The final three properties to which Faulkner was attached at MGM—“Honor,” “Mythical Latin-American Kingdom Story,” and “Louisiana Lou/Lazy River”—emerged during a strange period for the studio. Sam Marx records that Thalberg had been “ill and away almost the entire first half of 1933” and that during this time vice president Louis B. Mayer, operating in his stead, “never read a script.”77 What Mayer did do was to deliver a bracing diatribe to his staff in Culver City, informing them that under his regime he expected them to “try and accomplish things” on a daily basis and indicating that the writers specifically were to be “pinned down to story material” and “were not to be allowed to play around with hazy and fantastic ideas.”78 And it was at this confusing time, when Faulkner had finished one contract with the Joyce-Selznick agency and was about to start another through William Hawks, that he reflected on his conditions of employment: “The arrangement is like that of a field hand; either of us (me or M.G.M.) to call it off without notice, they to pay me by the week, and to pay a bonus on each original story” (SL, 71). MGM was feeling the pinch of the Great Depression, and a staff-wide 50 percent pay cut was introduced in March of that year:79 Faulkner himself would see his salary reduced from $600 to $300 per week.80
“Honor” was based on Faulkner’s short story of the same name, although he told Marx that he “did not change it or do any work on it at all, being at the time engaged on the WAR STORY” (SL, 73). In March 1933, he began to write an untitled full-length dialogue continuity that was later referred to as “Mythical Latin-American Kingdom Story,” an adventure narrative featuring American characters in an unnamed nation caught up in a revolution. As Kawin observes, the script recalls Faulkner’s earlier short stories “Black Music” and “Carcassonne,” and also looks forward to Pylon in its characterization of the aircraft mechanic Otto Birdsong—a prototype, perhaps, for Jiggs.81 This screenplay was apparently made possible because of Thalberg’s absence, too, since it “had not been cleared in advance with Marx or Hawks.”82 In Oxford after the birth of his daughter, Jill, he completed work on the piece, attempting to make something more of it, perhaps even to turn it into a novel. Although Marx had found the script to be “very unsatisfactory,” Faulkner was granted permission to rewrite the narrative as a novel, with some faint hope on Marx’s part that from it would emerge “a better basis for a motion picture.”83 It was never to be.

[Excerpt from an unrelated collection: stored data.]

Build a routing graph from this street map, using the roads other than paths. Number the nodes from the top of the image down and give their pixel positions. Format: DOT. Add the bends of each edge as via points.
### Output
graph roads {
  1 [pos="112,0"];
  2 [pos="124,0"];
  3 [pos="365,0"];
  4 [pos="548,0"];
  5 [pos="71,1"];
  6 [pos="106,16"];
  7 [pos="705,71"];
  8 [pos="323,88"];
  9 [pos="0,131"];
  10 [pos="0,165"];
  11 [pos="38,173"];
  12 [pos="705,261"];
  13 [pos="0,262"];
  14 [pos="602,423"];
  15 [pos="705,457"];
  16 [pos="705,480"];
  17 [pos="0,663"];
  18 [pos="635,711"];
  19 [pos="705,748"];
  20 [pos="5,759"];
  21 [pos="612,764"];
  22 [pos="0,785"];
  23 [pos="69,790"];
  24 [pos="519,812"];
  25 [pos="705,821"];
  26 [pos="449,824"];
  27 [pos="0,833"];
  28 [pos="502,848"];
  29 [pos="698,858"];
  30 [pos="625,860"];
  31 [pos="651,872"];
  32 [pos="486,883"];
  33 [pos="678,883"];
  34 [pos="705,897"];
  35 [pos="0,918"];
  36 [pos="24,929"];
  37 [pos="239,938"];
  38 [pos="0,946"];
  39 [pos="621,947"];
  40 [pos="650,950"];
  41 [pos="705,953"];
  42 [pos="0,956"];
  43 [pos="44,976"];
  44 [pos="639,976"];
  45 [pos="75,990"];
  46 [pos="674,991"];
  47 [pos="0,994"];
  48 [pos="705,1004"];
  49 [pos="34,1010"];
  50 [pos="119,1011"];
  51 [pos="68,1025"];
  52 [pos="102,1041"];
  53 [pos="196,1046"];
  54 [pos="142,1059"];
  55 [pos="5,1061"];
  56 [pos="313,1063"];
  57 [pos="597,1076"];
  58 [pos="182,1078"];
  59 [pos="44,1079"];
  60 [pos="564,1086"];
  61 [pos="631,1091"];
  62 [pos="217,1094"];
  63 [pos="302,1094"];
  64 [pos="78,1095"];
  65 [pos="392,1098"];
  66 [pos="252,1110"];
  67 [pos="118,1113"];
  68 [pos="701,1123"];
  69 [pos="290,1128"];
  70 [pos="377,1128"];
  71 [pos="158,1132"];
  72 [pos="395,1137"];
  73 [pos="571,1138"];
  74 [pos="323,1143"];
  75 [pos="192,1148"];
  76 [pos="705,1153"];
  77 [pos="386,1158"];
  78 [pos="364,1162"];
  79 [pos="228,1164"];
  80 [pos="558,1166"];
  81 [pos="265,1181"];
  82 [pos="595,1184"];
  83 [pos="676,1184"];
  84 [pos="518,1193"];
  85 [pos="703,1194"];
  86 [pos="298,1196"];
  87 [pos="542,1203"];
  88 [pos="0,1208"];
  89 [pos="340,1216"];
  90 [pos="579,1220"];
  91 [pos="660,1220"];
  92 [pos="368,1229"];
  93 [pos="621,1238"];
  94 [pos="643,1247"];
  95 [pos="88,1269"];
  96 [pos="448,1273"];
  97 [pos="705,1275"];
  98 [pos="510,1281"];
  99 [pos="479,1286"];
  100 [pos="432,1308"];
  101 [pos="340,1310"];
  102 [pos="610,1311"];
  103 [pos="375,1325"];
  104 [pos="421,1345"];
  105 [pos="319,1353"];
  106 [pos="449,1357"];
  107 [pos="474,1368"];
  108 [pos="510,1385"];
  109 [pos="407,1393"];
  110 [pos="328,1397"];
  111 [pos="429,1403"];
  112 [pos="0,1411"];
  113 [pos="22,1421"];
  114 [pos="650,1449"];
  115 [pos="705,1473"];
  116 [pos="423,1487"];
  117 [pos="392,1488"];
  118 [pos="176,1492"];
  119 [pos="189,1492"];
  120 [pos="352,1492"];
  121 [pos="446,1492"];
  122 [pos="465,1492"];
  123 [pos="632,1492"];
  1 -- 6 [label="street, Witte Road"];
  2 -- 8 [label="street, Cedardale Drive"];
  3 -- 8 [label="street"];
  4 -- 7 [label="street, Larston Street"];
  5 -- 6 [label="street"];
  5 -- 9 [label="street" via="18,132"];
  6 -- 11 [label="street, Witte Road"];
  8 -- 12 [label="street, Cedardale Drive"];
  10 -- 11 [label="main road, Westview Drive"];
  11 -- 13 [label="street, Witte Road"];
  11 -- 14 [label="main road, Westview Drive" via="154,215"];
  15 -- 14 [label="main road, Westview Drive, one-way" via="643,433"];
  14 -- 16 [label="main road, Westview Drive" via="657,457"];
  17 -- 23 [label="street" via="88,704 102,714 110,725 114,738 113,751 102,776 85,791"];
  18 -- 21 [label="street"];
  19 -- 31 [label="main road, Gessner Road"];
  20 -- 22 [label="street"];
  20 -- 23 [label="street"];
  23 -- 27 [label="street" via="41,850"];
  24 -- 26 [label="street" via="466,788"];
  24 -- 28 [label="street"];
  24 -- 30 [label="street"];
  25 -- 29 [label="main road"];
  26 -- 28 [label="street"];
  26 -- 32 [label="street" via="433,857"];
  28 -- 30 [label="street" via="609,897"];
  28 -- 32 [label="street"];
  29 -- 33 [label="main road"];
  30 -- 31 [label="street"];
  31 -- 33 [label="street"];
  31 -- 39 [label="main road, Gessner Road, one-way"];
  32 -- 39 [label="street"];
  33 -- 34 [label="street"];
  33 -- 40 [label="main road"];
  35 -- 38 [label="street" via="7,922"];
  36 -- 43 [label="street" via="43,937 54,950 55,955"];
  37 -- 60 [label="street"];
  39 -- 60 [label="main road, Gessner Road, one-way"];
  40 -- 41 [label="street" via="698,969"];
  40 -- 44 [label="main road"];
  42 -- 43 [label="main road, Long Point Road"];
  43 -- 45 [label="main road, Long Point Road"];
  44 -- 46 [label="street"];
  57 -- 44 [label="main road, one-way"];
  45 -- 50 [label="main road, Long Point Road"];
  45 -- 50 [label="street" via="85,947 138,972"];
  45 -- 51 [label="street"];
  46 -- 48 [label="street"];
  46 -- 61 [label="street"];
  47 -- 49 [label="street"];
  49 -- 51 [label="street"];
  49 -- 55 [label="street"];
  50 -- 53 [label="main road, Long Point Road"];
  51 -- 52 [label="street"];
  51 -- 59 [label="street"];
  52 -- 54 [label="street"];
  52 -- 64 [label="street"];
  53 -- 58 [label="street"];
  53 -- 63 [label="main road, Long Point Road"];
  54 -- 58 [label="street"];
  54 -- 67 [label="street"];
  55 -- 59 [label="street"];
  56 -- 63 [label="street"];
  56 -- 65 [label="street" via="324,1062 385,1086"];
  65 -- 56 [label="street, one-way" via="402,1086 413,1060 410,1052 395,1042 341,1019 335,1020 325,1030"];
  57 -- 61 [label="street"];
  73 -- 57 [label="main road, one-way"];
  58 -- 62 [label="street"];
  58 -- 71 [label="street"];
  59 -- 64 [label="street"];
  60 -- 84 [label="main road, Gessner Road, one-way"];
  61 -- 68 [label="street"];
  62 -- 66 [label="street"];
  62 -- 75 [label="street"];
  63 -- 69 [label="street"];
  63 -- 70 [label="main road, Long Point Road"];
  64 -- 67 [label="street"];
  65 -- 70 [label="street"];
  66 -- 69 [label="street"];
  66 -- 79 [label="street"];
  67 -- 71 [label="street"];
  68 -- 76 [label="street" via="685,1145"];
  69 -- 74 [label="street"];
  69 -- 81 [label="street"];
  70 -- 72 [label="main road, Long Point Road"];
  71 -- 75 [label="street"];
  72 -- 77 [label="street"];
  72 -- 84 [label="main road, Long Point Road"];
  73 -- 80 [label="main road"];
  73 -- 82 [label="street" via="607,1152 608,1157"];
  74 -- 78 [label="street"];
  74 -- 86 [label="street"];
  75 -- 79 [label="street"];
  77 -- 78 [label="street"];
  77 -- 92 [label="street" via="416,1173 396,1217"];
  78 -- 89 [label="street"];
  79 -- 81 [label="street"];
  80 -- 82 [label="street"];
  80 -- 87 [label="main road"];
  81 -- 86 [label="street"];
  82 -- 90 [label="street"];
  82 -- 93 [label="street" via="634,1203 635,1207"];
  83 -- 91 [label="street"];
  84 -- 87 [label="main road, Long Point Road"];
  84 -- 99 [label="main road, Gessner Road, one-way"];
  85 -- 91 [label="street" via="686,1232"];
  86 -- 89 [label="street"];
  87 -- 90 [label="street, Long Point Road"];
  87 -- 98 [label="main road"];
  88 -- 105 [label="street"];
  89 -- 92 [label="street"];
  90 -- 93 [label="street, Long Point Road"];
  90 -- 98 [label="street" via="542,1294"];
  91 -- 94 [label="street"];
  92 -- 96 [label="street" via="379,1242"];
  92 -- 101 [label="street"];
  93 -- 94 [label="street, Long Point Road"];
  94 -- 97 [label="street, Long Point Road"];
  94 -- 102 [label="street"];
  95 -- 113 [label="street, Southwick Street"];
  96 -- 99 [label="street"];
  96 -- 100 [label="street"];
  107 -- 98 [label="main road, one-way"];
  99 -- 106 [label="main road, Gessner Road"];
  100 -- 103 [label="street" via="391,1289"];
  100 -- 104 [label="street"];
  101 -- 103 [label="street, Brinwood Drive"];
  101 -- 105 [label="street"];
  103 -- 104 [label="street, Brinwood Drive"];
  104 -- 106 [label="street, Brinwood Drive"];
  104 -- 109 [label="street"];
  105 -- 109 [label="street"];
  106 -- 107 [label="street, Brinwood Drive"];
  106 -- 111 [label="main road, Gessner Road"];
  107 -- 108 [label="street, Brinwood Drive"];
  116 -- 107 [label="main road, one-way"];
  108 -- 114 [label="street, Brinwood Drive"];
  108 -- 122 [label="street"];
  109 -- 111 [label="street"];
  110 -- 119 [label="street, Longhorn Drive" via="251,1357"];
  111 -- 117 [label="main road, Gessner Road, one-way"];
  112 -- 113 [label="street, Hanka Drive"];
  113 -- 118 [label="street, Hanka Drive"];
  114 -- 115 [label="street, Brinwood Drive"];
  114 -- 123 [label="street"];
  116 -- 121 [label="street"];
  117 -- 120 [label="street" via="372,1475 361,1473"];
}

Faulkner’s final project for MGM, Tod Browning’s ill-fated “Louisiana Lou”—which became Lazy River (George Seitz, 1934)—must have initially seemed like the perfect material for the Mississippian.84 It followed the travails of a group of convicts who choose not to participate in a prison break and are rewarded with pardons for honorable behavior and who subsequently make their way to a Louisiana shrimping village (a plot that Faulkner may have recalled while writing his “Old Man” section of If I Forget Thee, Jerusalem). Faulkner later recounted some absurd facets of the project; for example, the crew built an artificial shrimp village instead of buying one already constructed. In part owing to the need to tighten the budget after the expense of shooting on location in Louisiana but also to the studio’s dissatisfaction with the work in progress, Browning was soon fired, and Faulkner dismissed along with him (LG, 243). His last contribution at MGM, although firmly in the southern tradition, was cut short, and Faulkner returned home to Oxford.